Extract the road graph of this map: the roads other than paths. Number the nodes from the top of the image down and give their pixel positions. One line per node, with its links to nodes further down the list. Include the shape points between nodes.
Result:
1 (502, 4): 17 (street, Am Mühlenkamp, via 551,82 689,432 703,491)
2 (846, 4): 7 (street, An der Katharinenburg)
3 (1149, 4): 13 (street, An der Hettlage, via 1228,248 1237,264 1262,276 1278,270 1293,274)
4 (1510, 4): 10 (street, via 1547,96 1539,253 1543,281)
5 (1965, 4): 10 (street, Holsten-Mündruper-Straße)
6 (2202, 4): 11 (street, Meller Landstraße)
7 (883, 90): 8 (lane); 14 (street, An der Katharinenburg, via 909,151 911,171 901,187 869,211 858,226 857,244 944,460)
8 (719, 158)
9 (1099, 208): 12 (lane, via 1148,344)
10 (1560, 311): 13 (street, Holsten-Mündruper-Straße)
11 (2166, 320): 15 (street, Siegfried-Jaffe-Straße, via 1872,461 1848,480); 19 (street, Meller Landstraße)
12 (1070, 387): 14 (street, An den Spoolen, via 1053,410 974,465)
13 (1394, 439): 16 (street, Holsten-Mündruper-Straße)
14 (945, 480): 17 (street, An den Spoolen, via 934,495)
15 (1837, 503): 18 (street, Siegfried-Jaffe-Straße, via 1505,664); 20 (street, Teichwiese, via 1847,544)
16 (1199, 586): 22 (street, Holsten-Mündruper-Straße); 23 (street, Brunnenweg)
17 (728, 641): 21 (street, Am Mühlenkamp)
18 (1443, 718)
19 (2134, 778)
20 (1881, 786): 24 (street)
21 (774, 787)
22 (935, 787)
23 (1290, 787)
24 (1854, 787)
---+---
REQUIREMENT:
In the records above, each line with the string "Holsten" should be copied.

WRITTEN RESPONSE:
5 (1965, 4): 10 (street, Holsten-Mündruper-Straße)
10 (1560, 311): 13 (street, Holsten-Mündruper-Straße)
13 (1394, 439): 16 (street, Holsten-Mündruper-Straße)
16 (1199, 586): 22 (street, Holsten-Mündruper-Straße); 23 (street, Brunnenweg)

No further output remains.